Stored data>
BEGIN

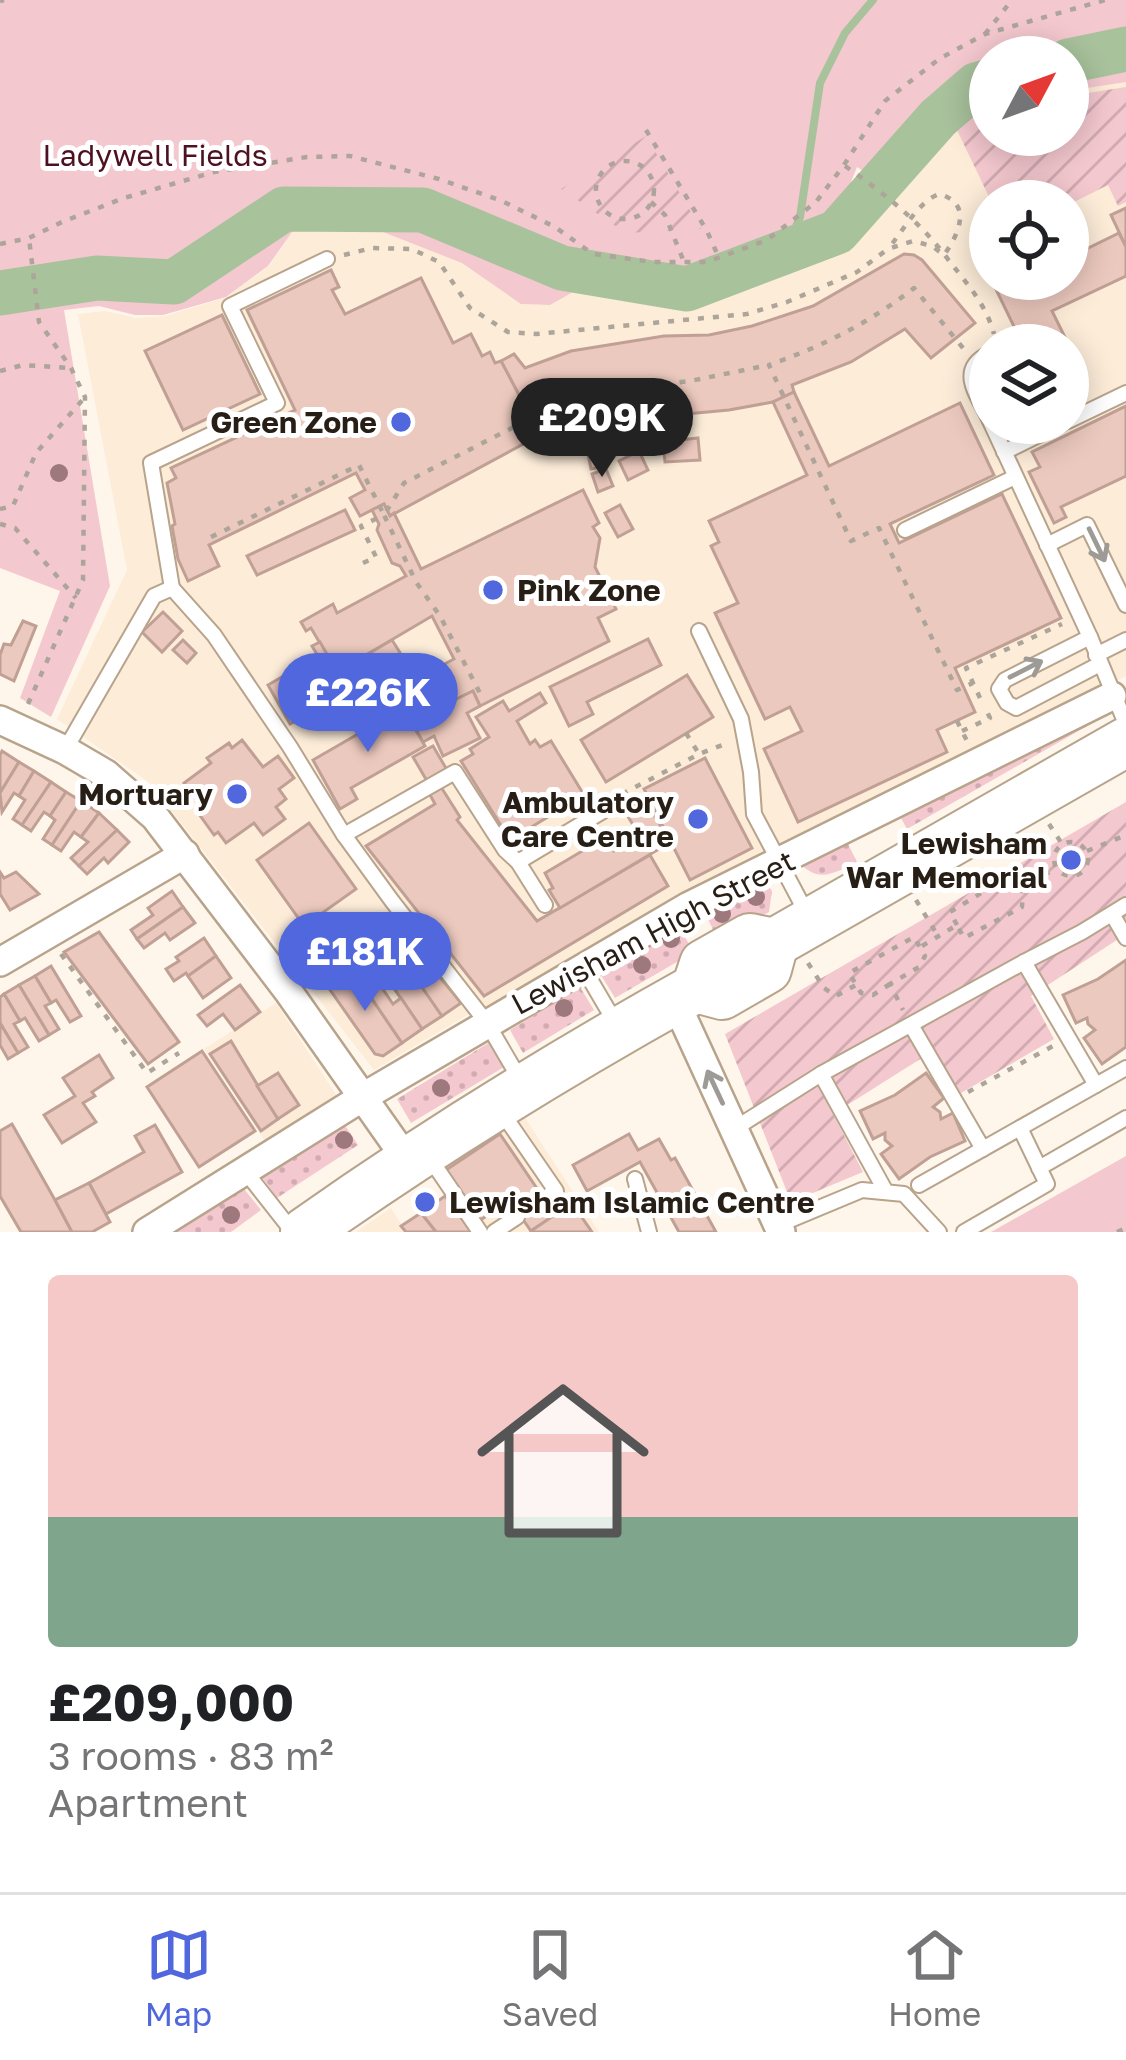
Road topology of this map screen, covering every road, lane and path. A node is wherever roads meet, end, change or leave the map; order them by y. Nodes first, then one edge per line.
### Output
1 (1012, 0) edge
2 (1105, 0) edge
3 (985, 34) junction
4 (646, 130) dead end
5 (844, 165) junction
6 (651, 202) junction
7 (914, 219) junction
8 (29, 240) junction
9 (0, 244) edge
10 (888, 249) junction
11 (944, 254) junction
12 (719, 258) junction
13 (327, 259) joint
14 (684, 262) junction
15 (991, 324) edge
16 (956, 338) dead end
17 (769, 365) junction
18 (71, 368) junction
19 (0, 371) edge
20 (1126, 393) edge
21 (86, 397) junction
22 (1089, 411) edge
23 (1000, 444) edge
24 (1017, 444) edge
25 (1004, 452) junction
26 (1016, 477) junction
27 (0, 509) edge
28 (384, 515) junction
29 (0, 524) edge
30 (905, 530) dead end
31 (211, 537) dead end
32 (1047, 545) junction
33 (363, 563) dead end
34 (172, 588) junction
35 (76, 598) junction
36 (1126, 605) edge
37 (1075, 608) junction
38 (699, 631) dead end
39 (1090, 637) junction
40 (1126, 640) edge
41 (1098, 660) junction
42 (973, 683) junction
43 (1112, 696) junction
44 (482, 697) dead end
45 (9, 723) edge
46 (1126, 724) edge
47 (962, 731) dead end
48 (686, 733) dead end
49 (743, 737) junction
50 (1126, 742) edge
51 (64, 750) junction
52 (699, 754) junction
53 (622, 794) dead end
54 (602, 811) dead end
55 (1047, 822) dead end
56 (344, 835) junction
57 (1126, 835) edge
58 (1062, 844) junction
59 (1087, 852) junction
60 (184, 854) junction
61 (518, 862) junction
62 (779, 863) junction
63 (1056, 868) junction
64 (1023, 888) junction
65 (916, 900) dead end
66 (545, 905) dead end
67 (1126, 905) edge
68 (1112, 914) junction
69 (957, 925) junction
70 (47, 935) junction
71 (938, 937) junction
72 (1126, 938) edge
73 (798, 942) junction
74 (920, 947) junction
75 (0, 962) edge
76 (1024, 962) junction
77 (581, 963) junction
78 (890, 984) junction
79 (856, 985) junction
80 (686, 994) junction
81 (487, 1023) junction
82 (911, 1025) junction
83 (621, 1031) junction
84 (1068, 1037) junction
85 (179, 1053) dead end
86 (1126, 1068) edge
87 (820, 1074) junction
88 (1096, 1085) junction
89 (363, 1097) junction
90 (955, 1100) junction
91 (1126, 1118) edge
92 (514, 1122) junction
93 (1020, 1128) junction
94 (734, 1129) junction
95 (983, 1149) junction
96 (416, 1155) junction
97 (1040, 1168) junction
98 (245, 1171) junction
99 (635, 1179) dead end
100 (919, 1185) dead end
101 (886, 1192) junction
102 (545, 1198) dead end
103 (517, 1217) dead end
104 (1126, 1228) edge
105 (779, 1229) edge
106 (147, 1232) edge
107 (293, 1232) edge
108 (305, 1232) edge
109 (480, 1232) edge
110 (494, 1232) edge
111 (649, 1232) edge
112 (938, 1232) edge
113 (964, 1232) edge
114 (1117, 1232) edge

1 - 3 path
2 - 3 path
3 - 5 path
4 - 12 path
5 - 7 path
5 - 12 path
6 - 6 path
6 - 14 path
7 - 10 path
7 - 11 path
7 - 11 path
8 - 9 path
8 - 14 path
8 - 18 path
10 - 11 path
10 - 13 path
11 - 15 path
12 - 14 path
13 - 34 lane
16 - 17 path
17 - 28 path
17 - 42 path
18 - 19 path
18 - 21 path
20 - 22 lane
21 - 27 path
21 - 35 path
23 - 25 lane
24 - 25 lane
25 - 26 lane
26 - 30 lane
26 - 32 lane
28 - 31 path
28 - 33 path
28 - 44 path
29 - 35 path
32 -> 36 lane
32 - 37 lane
34 - 51 lane
34 - 56 lane
35 - 45 path
37 - 39 lane
37 - 42 path
38 - 49 lane
39 - 41 lane
41 -> 39 lane
40 - 41 lane
41 - 43 lane
42 - 47 path
43 - 46 lane
43 - 62 street, Lewisham High Street
45 - 51 street
48 - 52 path
49 - 52 path
49 - 62 lane
50 - 73 highway
51 - 60 street
52 - 53 path
54 - 61 lane
55 - 58 path
56 - 61 lane
56 - 81 lane
57 - 59 path
58 - 59 path
58 - 63 path
59 - 63 path
60 - 70 street
60 - 89 street
61 - 66 lane
62 - 73 lane
62 - 77 street, Lewisham High Street
63 - 64 path
64 - 69 path
64 - 69 path
65 - 71 path
67 - 68 lane
68 - 72 lane
68 - 76 lane
69 - 71 path
70 - 75 street
70 - 85 path
71 - 74 path
73 - 79 path
73 - 80 highway
74 - 78 path
74 - 79 path
76 - 82 lane
76 - 84 lane
77 - 81 street, Lewisham High Street
77 - 83 lane
78 - 79 path
78 - 82 path
80 - 83 highway
94 -> 80 street
81 - 89 street, Lewisham High Street
81 - 92 lane
82 - 87 lane
82 - 90 lane
83 - 92 highway
84 - 88 lane
84 - 90 path
86 - 88 lane
87 - 94 lane
87 - 101 lane
88 - 93 lane
89 - 96 street
89 - 98 street, Lewisham High Street
90 - 95 lane
91 - 97 lane
92 - 96 highway
92 - 102 lane
93 - 95 lane
93 - 97 lane
94 - 105 street
95 - 100 lane
96 - 108 highway
96 - 109 lane
97 - 113 lane
98 - 106 street, Lewisham High Street
98 - 107 lane
99 - 111 lane
101 - 105 lane
101 - 112 lane
103 - 110 lane
104 - 114 path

END

Your goal>
Go through the entries and count the lines where the word "highway" appears; give only the count.

Answer below>
6